Mac cocked his head. “Sam thinks her handler, or boss, is trying to create super spies by combining the DNA of empaths already working for the feds.”
“How?”
“I don’t know. She just got her memory back, and we haven’t had a chance to get back to that conversation.”
“Wait. Her memory?”
“These N3 people have access to some high-tech tools that the private sector has no clue about. James Bond–type stuff. When we first met, she had me dig a transponder out of her back. Messing with the tracker triggered a chemical reaction of some kind that wiped out her memory.”
“Christ.”
“Yeah, it’s been fun.”
Mac settled onto a deck chair that matched Noah’s and sighed, exhausted and . . . hurt. Jesus, he was a putz to think a woman like Sam would ever stay with a guy like him.
“I’ve got some connections I can tap into,” Noah said, “to see what’s what.”
“Sam’s leery of the feds. She doesn’t know who to trust.”
“I know how to keep it under wraps. It might take awhile to work through the channels, but we’ll figure it out.”
Mac let his shoulders relax some, wincing as tight muscles complained. He’d been so tense for so long, he couldn’t remember how it felt to relax. Funny how that was the whole plan behind his vacation to the Shenandoahs.
&nbs
p; “Charlie’s empathic, too,” Noah said into the silence.
Mac was as unsurprised as Noah had been about the revelation of a secret, psychic division of the FBI. “I kind of figured when you didn’t laugh me off the balcony.”
“It hasn’t been an easy road for her.”
“I wish she’d told me. I mean, I’m her friend. Maybe I could have helped . . . somehow.”
“It wasn’t something she purposely hid. It . . . developed after she witnessed that hit-and-run outside the newspaper.”
“Ah.” Mac had broken up with her by then, focused on making more money so he could give Jenn the college education he wanted her to have. And Noah had swooped in like the hero Mac could only dream of being. “What about Alex? Also empathic?”
“Yep. It’s been worse for her, though,” Noah said. “A lot worse.”
“I didn’t know.” Mac thought of how hard Alex and Charlie had pushed him to escape to the mountains of Virginia to get his stress under control. At the same time, Alex had had her own monkey on her back, one she couldn’t shake free as easily as Mac had.
Noah finished his coffee. “Alex and Logan are staying with a friend in Lake Avalon. We thought it best to keep her out of sight until we knew exactly what we’re dealing with with Sam. What with the cell phone and GPS issues and the request that we borrow someone else’s car to avoid a locator device being on both of ours . . . going into hiding seemed a bit of a no-brainer.”

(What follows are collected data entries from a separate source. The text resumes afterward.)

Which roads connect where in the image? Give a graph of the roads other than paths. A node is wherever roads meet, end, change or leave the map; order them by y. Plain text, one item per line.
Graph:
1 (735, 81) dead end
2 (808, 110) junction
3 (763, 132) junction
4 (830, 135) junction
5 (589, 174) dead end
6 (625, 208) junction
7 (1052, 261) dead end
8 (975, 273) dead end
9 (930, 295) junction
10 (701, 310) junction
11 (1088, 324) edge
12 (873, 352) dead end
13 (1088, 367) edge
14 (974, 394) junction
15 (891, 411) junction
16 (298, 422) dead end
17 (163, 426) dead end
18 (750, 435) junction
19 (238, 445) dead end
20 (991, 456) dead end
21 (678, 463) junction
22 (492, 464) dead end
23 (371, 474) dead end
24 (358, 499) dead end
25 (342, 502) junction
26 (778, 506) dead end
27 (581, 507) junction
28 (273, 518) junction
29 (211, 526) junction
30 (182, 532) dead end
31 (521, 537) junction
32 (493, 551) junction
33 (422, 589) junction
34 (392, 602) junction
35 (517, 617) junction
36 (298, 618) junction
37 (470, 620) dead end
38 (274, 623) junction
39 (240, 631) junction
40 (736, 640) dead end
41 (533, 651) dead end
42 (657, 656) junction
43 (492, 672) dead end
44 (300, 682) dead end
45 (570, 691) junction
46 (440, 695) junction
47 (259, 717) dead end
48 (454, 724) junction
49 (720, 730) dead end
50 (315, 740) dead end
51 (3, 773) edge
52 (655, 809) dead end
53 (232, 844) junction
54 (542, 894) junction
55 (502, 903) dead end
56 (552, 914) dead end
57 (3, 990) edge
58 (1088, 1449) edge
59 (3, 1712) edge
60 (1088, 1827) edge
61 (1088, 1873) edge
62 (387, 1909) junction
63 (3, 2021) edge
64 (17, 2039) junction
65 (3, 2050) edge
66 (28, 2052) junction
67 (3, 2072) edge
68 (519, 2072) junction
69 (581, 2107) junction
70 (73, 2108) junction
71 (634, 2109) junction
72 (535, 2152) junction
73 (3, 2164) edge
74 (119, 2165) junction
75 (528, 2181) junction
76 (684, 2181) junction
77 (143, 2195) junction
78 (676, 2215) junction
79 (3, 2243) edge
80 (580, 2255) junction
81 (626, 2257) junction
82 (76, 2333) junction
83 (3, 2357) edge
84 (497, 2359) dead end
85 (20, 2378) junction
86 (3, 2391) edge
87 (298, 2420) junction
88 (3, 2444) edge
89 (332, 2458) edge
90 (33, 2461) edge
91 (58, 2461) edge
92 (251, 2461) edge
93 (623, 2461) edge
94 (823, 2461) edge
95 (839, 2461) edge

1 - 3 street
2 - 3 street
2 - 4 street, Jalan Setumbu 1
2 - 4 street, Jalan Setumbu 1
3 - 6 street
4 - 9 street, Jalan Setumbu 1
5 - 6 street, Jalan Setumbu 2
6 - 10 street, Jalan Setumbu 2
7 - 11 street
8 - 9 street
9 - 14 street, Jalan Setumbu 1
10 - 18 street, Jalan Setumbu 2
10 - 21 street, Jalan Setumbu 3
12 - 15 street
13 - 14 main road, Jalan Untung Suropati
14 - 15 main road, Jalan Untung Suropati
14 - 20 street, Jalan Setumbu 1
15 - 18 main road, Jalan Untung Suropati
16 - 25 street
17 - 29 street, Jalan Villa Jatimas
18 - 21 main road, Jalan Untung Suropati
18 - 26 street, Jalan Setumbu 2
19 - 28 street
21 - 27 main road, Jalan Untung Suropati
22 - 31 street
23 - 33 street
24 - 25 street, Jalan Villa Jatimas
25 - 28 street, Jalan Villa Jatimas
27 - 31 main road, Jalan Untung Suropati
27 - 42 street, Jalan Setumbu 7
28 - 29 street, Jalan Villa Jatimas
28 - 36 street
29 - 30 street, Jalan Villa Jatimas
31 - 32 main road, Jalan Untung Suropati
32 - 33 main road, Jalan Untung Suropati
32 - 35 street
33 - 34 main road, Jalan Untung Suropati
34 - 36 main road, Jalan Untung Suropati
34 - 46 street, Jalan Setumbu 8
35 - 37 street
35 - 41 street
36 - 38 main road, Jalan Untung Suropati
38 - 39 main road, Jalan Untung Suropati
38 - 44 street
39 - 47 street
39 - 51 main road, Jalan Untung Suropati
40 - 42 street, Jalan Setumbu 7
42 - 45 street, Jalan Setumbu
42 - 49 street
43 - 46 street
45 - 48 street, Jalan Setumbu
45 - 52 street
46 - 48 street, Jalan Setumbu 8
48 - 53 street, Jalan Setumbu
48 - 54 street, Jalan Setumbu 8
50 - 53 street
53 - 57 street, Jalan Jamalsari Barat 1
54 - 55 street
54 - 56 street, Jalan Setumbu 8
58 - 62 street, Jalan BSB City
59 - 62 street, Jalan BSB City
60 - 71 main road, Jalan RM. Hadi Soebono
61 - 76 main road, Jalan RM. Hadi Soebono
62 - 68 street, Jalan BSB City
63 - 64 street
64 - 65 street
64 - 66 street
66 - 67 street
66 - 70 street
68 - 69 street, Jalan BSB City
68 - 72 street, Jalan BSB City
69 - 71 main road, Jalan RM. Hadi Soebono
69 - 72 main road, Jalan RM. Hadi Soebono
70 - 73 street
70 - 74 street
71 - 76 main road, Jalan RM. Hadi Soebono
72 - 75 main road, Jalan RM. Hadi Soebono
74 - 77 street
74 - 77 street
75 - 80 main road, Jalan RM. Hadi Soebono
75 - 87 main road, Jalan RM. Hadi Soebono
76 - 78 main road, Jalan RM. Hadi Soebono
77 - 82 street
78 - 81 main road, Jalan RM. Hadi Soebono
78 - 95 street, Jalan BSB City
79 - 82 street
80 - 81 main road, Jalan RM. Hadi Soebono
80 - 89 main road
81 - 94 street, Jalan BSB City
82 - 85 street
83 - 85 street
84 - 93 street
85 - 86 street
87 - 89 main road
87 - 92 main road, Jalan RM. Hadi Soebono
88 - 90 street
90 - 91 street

“Yeah, it’s all very secret agent man, isn’t it?”
Noah chuckled, and a minute of silence went by, broken only by the rhythm of the waves. Then he set his empty coffee cup on the table between them. “Sam won’t stick around. You know that, right?”
Mac nodded. “Yeah.”
“I’m surprised you got her this far.”
“She got her memory back overnight and tried to take off this morning. Charlie intercepted her in the hall.”
“I imagine she was trying to protect her sisters.”
“I know.”
“She wants to protect you, too.”
Mac raised his head. Really? “Me?”
Noah smirked at him. “You’re still an idiot, Hunter. Think you’ll ever overcome that handicap?”